Start of SOURCE DATA

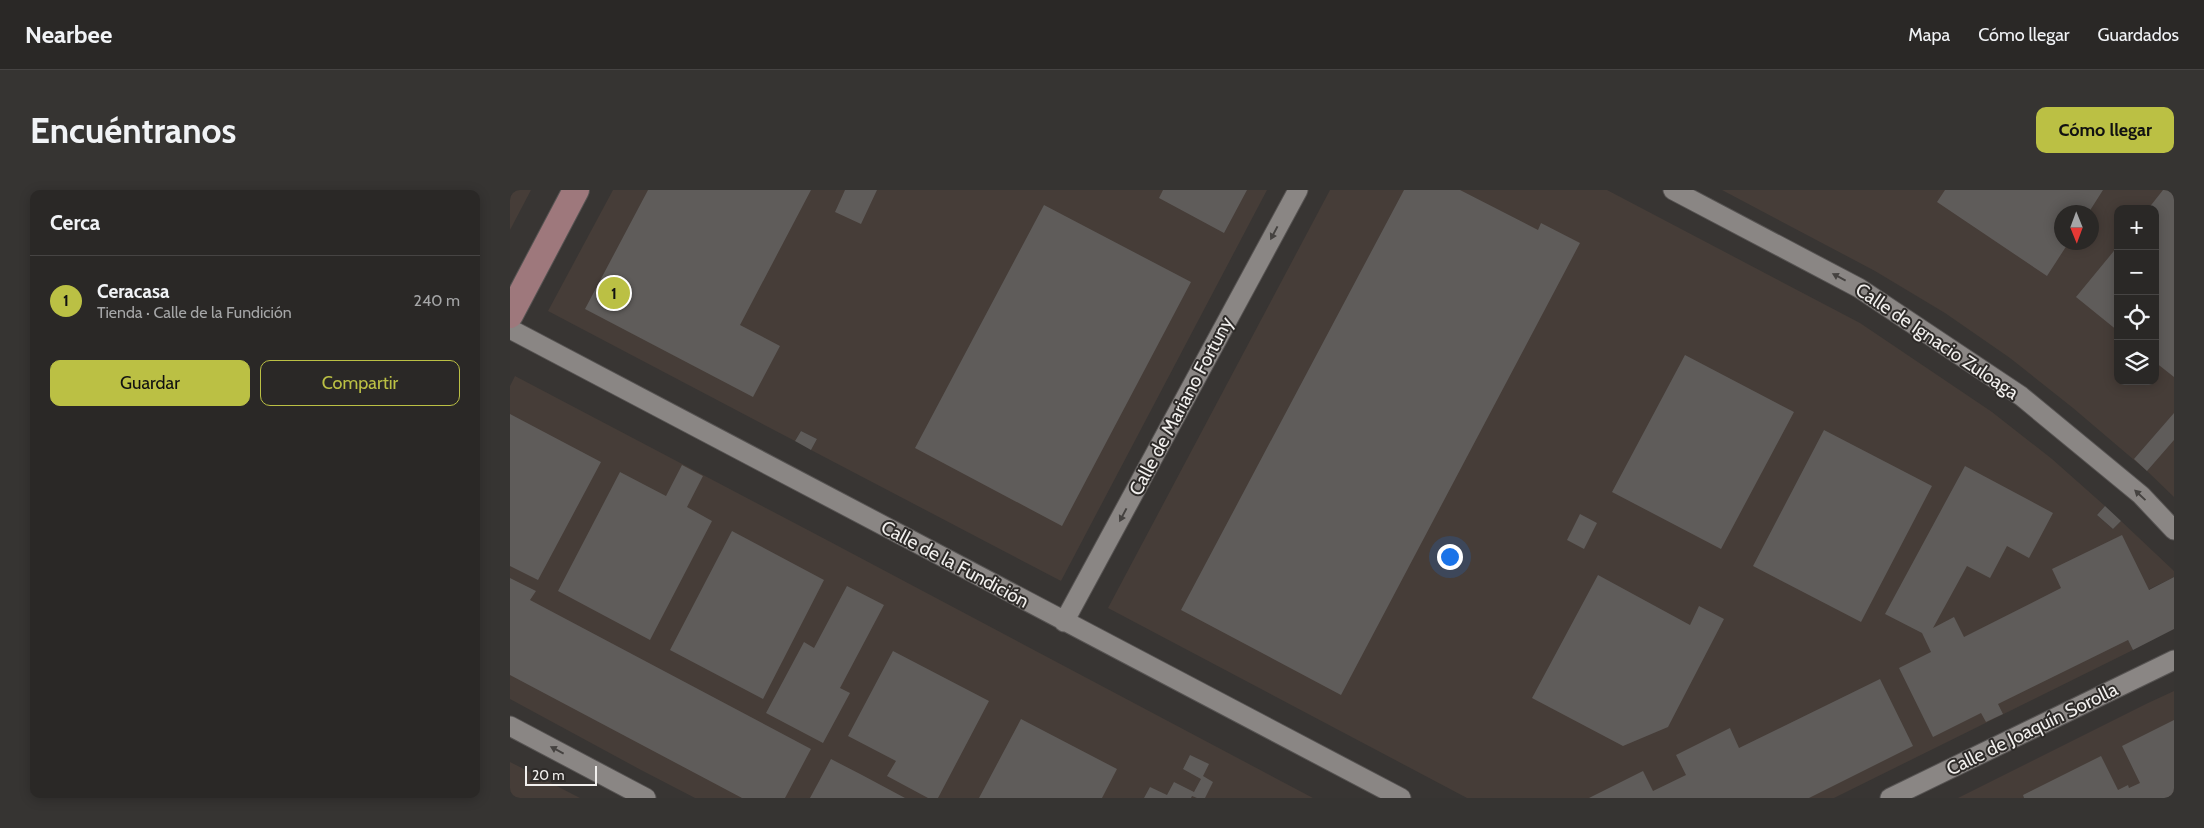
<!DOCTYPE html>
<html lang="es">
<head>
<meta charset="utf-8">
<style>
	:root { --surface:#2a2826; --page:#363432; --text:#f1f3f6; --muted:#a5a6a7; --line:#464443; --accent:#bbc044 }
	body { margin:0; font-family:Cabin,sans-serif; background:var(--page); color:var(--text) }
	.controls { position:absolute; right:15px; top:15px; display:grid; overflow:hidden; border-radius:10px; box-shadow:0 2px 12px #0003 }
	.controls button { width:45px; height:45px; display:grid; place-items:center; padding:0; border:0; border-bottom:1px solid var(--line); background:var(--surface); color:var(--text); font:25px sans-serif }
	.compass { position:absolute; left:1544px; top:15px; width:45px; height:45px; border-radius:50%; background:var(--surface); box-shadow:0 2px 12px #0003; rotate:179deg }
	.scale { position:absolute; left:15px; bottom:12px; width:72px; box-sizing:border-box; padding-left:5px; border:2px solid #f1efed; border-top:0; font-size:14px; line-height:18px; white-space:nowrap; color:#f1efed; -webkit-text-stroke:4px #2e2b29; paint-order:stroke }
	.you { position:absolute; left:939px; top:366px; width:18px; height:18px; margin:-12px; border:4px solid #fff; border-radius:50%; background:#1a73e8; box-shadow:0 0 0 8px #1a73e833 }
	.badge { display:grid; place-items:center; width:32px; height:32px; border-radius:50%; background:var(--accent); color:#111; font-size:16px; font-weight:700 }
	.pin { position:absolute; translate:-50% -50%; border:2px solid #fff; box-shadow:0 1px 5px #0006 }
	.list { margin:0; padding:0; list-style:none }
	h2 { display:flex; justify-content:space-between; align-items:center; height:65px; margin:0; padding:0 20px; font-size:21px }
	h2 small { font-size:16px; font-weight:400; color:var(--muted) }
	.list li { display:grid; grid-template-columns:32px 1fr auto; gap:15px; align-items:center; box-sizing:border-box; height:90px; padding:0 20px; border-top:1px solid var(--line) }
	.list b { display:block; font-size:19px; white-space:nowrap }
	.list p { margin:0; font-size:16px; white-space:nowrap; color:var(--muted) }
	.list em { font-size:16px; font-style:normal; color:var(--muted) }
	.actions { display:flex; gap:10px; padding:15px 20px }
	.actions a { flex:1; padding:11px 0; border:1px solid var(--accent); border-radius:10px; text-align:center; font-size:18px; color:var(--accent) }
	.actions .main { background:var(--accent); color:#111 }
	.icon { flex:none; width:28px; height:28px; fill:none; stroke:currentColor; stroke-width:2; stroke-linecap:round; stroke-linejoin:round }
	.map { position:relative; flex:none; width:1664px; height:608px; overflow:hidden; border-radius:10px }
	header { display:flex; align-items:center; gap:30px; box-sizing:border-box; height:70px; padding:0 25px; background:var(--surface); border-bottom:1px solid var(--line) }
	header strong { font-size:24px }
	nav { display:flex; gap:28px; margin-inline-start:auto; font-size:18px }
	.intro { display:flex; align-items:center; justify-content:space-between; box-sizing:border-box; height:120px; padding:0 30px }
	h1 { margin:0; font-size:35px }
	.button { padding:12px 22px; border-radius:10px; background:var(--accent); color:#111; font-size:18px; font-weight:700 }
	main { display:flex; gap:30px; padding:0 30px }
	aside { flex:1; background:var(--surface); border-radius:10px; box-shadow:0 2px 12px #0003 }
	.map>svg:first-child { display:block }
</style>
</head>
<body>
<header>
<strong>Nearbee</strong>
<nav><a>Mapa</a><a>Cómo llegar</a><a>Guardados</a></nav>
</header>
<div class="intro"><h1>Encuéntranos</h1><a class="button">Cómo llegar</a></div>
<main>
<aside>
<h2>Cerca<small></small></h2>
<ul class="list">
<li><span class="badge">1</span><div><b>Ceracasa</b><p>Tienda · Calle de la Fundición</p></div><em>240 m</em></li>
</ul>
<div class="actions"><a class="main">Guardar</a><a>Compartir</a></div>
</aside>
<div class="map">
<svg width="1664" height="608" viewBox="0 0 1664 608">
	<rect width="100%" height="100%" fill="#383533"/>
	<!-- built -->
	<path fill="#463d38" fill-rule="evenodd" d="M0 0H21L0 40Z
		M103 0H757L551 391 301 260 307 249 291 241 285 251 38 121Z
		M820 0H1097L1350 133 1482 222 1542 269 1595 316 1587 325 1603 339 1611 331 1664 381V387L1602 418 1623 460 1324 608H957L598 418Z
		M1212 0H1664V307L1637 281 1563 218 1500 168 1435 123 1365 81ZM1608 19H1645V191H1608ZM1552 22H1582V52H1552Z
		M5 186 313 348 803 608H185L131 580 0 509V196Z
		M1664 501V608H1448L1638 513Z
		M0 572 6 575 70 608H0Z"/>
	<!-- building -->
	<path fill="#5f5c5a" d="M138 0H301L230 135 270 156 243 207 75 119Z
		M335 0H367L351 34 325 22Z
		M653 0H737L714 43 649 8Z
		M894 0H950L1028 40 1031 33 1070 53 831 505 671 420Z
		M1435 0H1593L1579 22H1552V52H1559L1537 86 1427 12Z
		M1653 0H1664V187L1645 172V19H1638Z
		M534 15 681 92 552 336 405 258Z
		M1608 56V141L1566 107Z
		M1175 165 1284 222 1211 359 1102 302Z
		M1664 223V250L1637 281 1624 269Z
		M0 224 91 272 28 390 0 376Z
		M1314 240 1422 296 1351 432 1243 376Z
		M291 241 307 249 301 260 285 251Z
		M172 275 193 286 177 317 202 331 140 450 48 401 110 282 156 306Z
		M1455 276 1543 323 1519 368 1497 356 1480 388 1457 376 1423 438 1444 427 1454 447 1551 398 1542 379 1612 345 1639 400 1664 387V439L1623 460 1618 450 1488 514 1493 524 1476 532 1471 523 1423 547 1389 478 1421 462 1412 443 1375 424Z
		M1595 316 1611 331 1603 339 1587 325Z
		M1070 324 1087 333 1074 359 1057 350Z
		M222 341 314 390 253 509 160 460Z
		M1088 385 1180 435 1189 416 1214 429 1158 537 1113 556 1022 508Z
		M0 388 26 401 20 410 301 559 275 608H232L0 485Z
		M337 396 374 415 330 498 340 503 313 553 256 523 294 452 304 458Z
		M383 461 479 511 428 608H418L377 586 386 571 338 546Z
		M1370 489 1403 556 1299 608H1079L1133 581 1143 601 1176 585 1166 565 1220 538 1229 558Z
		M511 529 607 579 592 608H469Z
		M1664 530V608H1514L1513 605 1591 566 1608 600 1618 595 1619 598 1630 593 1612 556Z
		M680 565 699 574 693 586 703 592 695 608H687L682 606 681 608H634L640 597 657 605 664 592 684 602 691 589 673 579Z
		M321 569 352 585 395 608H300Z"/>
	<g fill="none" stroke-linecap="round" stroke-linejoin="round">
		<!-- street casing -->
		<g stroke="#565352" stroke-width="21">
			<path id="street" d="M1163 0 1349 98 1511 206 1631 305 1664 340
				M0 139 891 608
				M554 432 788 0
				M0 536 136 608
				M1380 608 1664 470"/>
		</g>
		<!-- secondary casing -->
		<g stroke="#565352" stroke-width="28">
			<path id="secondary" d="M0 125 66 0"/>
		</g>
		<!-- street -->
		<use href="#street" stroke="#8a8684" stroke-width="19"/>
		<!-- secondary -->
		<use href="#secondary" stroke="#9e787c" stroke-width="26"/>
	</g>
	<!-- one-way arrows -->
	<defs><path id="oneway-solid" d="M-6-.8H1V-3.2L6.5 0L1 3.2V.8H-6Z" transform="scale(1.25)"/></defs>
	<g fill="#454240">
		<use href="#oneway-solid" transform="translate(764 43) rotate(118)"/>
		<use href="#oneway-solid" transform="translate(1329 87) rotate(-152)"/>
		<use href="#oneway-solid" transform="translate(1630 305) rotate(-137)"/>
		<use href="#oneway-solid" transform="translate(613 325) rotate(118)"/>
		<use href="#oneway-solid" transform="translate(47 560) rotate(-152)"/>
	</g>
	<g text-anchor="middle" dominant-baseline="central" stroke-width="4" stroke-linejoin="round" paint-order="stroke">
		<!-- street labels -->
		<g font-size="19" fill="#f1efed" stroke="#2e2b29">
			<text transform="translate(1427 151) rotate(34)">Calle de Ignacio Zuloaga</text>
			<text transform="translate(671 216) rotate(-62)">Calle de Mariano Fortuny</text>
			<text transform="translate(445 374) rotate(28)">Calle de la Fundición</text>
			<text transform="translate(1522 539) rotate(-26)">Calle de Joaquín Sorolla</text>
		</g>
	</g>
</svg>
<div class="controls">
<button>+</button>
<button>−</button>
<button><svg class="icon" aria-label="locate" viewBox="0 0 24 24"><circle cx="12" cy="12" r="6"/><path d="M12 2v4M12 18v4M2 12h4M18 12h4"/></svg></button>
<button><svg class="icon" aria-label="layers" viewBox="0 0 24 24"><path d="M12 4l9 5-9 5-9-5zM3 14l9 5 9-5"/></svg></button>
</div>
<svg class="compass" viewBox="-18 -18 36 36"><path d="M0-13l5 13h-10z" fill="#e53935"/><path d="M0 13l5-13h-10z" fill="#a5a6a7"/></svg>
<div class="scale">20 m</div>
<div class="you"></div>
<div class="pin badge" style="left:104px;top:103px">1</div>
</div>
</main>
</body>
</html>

End of SOURCE DATA

[EXERCISE] Across the whole listing, tally the lines that include the string "align". Reply with the number only.

[WRITTEN SOLUTION] 5